Active Hackathon
“I thrive in situations where I have to get things done or create new systems and new modules. I like to satisfy my curiosity and maker trait,” said the creator of PyTorch Tabular, GATE and LAMA-Net, Manu Joseph. He said that he is fascinated with math, data science, and machine learning, particularly deep learning, because of its flexibility and scalability.
Joseph currently heads the applied research at Thoucentric, a niche management company. At the company, he leads the group of researchers in productionising cutting-edge technology to add value to real-world customers, primarily in causality, predictive maintenance, time series forecasting, NLP and others. Prior to this, he worked with companies like Philips, Entercoms, Schneider Electric, Cognizant Technology Solutions and others.
In an exclusive interview with Analytics India Magazine, Joseph talks about his journey into data science, alongside some of his passion projects, tips for people entering data science for better career opportunities, and more.
From starting his career in industrial engineering to working in the IT industry, and later moving to the data science and analytics field, and currently leading the research initiatives, Joseph’s journey has been truly inspirational.
“Transitioning from a STEM role, say, engineering, to data science is relatively easier than other areas,” said Joseph. He said that whatever branch you study in engineering changes the way your brain is wired. “I think that is actually helpful in all of these things,” he added.
However, he said when shifting domains to areas like machine learning, statistics, or computer science, you have to be comfortable with programming. “There’s no way around it,” he added.
He said you could learn all the machine learning, you can learn everything, but at the end of the day, for all of that to be useful, you need to convert that into code. “In today’s scenario, nobody will do it for you. So you have to do it yourself,” he added, saying that a few years ago, there was the luxury, but now, with the industry growing rapidly, there is no other option but to learn.

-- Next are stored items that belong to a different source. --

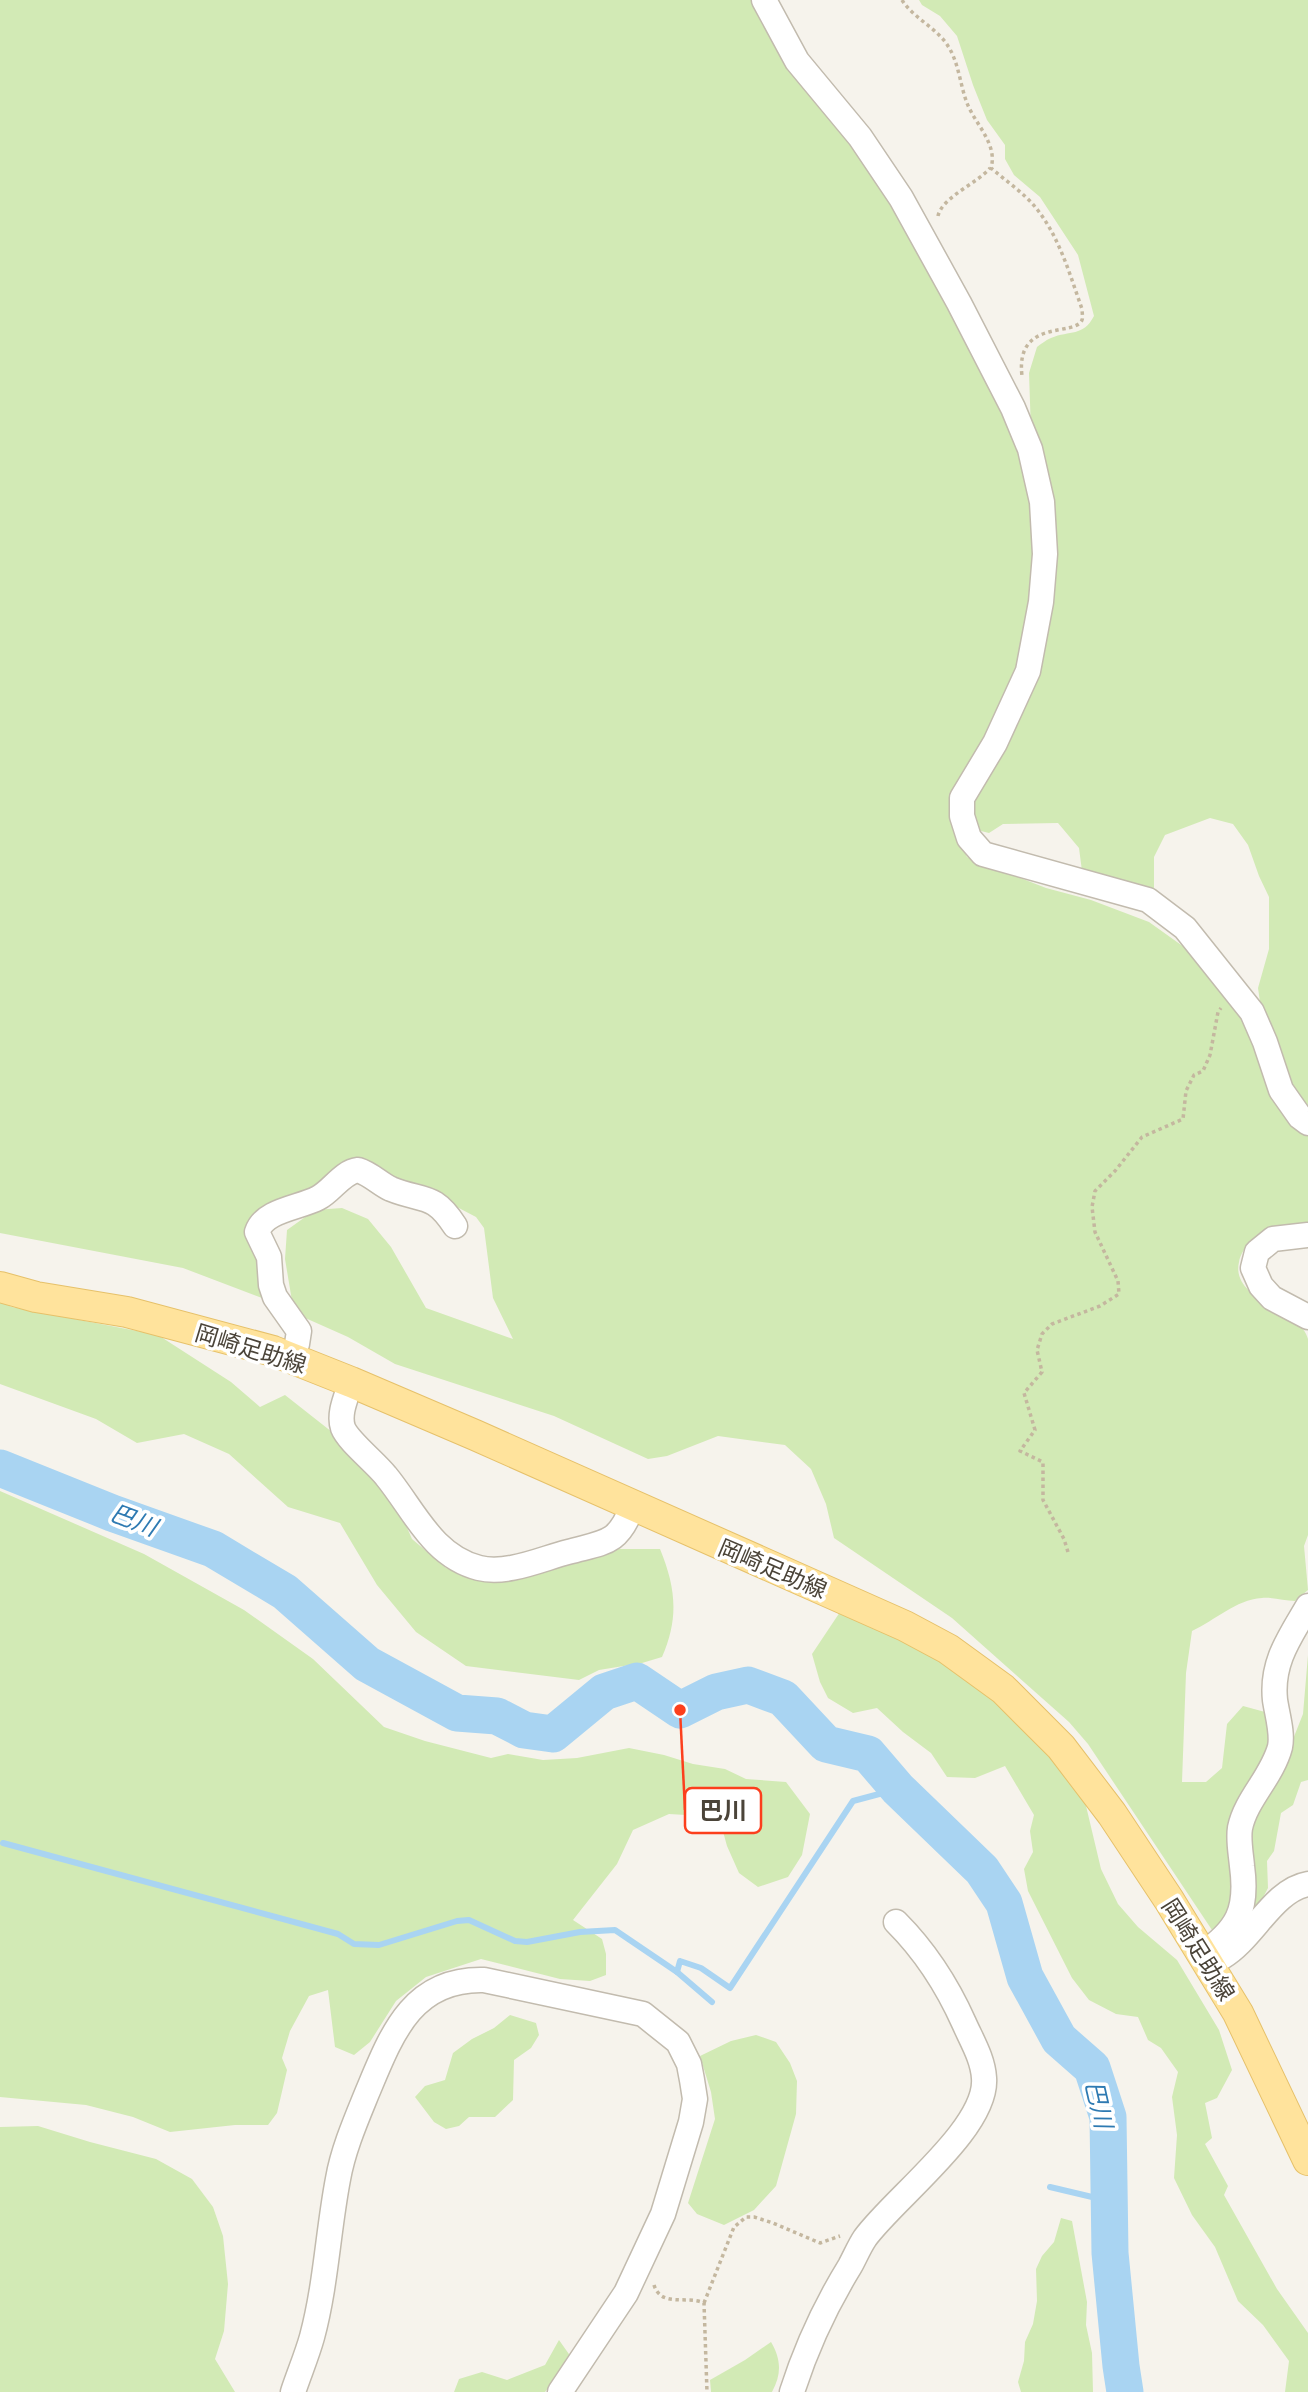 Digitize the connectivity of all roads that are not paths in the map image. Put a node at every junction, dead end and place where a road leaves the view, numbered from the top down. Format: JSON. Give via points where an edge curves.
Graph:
{"nodes":[{"id":1,"x":764,"y":0,"type":"edge"},
{"id":2,"x":1308,"y":1123,"type":"edge"},
{"id":3,"x":455,"y":1226,"type":"dead end"},
{"id":4,"x":1308,"y":1235,"type":"edge"},
{"id":5,"x":0,"y":1287,"type":"edge"},
{"id":6,"x":1308,"y":1317,"type":"edge"},
{"id":7,"x":291,"y":1359,"type":"junction"},
{"id":8,"x":351,"y":1382,"type":"junction"},
{"id":9,"x":632,"y":1507,"type":"junction"},
{"id":10,"x":1308,"y":1606,"type":"edge"},
{"id":11,"x":1308,"y":1884,"type":"edge"},
{"id":12,"x":896,"y":1922,"type":"dead end"},
{"id":13,"x":1203,"y":1959,"type":"junction"},
{"id":14,"x":1306,"y":2152,"type":"edge"},
{"id":15,"x":293,"y":2392,"type":"edge"},
{"id":16,"x":560,"y":2392,"type":"edge"},
{"id":17,"x":792,"y":2392,"type":"edge"}],
"edges":[{"from":1,"to":2,"type":"street","via":[[797,61],[860,136],[901,198],[1013,408],[1030,449],[1042,502],[1045,554],[1041,602],[1028,671],[995,743],[962,798],[969,838],[983,853],[1148,900],[1185,928],[1252,1012],[1281,1090]]},
{"from":3,"to":7,"type":"street","via":[[431,1199],[389,1188],[358,1170],[318,1198],[264,1219],[257,1232],[269,1257],[271,1285],[299,1331]]},
{"from":4,"to":6,"type":"street","via":[[1273,1239],[1257,1252],[1253,1268],[1272,1298]]},
{"from":5,"to":7,"type":"main road","name":"岡崎足助線","via":[[127,1312]]},
{"from":7,"to":8,"type":"main road","name":"岡崎足助線"},
{"from":8,"to":9,"type":"main road","name":"岡崎足助線"},
{"from":8,"to":9,"type":"street","via":[[341,1417],[344,1431],[386,1476],[428,1536],[452,1556],[480,1569],[516,1568],[612,1540],[625,1526]]},
{"from":9,"to":13,"type":"main road","name":"岡崎足助線","via":[[905,1626],[948,1649],[1003,1689],[1061,1747],[1112,1814]]},
{"from":10,"to":13,"type":"street","via":[[1275,1669],[1281,1744],[1240,1829],[1246,1890],[1242,1907],[1221,1942]]},
{"from":11,"to":13,"type":"street","via":[[1283,1896],[1225,1956]]},
{"from":12,"to":17,"type":"street","via":[[933,1965],[953,1999],[985,2079],[979,2104],[958,2138],[864,2240],[829,2301]]},
{"from":13,"to":14,"type":"main road","name":"岡崎足助線","via":[[1238,2013]]},
{"from":15,"to":16,"type":"street","via":[[312,2338],[338,2176],[391,2035],[425,1997],[444,1986],[484,1980],[643,2014],[678,2042],[692,2080],[691,2122],[663,2214],[626,2292]]}]}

Further, Joseph said that you should not be afraid of Math. “It is not going to get in your way in the beginning. You can get away without Math early on, but eventually, it will come knocking on your door and then it will make a lot of difference,” he added, saying that it is a lot easier to communicate concepts in Math than in English. “Understanding what’s happening is actually very important. Otherwise, you will be able to build a model; you will be able to predict and get results out of it. But, the first time you hit a wall, without knowing what is happening in the background you won’t be able to navigate around the problem,” said Joseph.

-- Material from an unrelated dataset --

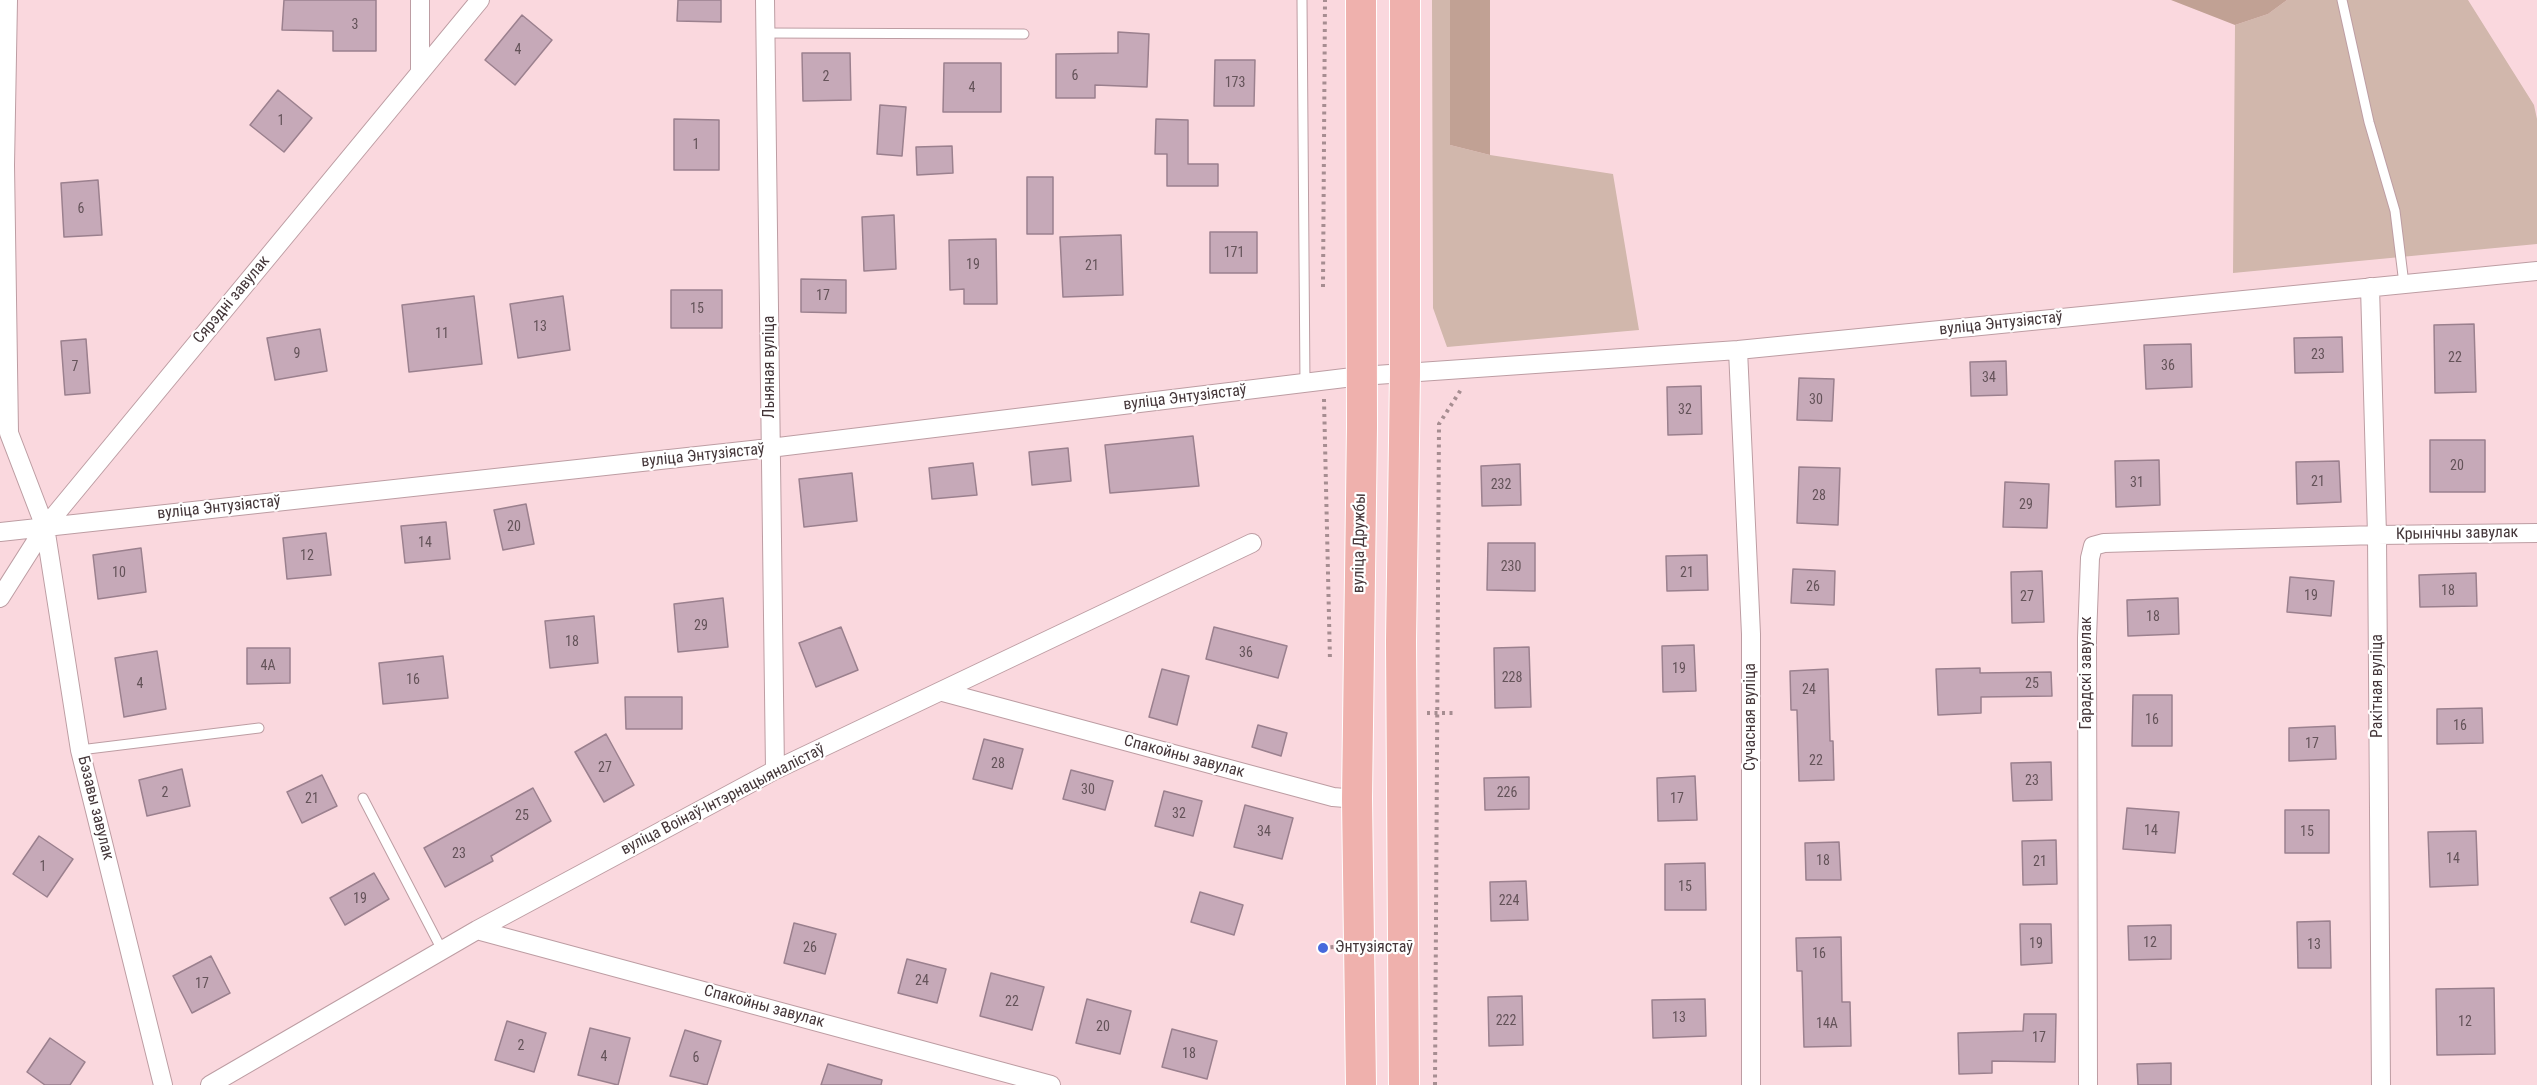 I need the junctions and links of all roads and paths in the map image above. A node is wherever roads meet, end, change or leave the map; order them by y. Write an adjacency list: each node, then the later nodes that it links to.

Lastly, he said that people should start looking at interesting problems, create datasets, participate in hackathons, and develop models to make them more useful. “Move away from your standard Titanic datasets and solve something interesting that makes your resume stand out. It is very easy to identify people who have gone the extra mile,” he added.
An industrial engineer turned data scientist, Joseph said when you are working with a business problem, tabular data constitutes about 90 per cent of the data—which is in tables—and all of your classical machine learning are the things we always use. However, these are just a small portion of what we can do because there are a lot more avenues to explore.
“That is where we started looking at deep learning. During my research, I found out that there was not a lot of work happening in that area,” recalled Joseph, saying that previously people were still using standard feedforward networks and something like categorical embeddings on top of that, for a tabular model.
“Since I was interested in the field, I kept tabs on what was happening. That’s when models like TabNet and a few other models came out. So I did see an acceleration in the space like more and more people were looking at how to use creative architectures for tabular data,” added Joseph.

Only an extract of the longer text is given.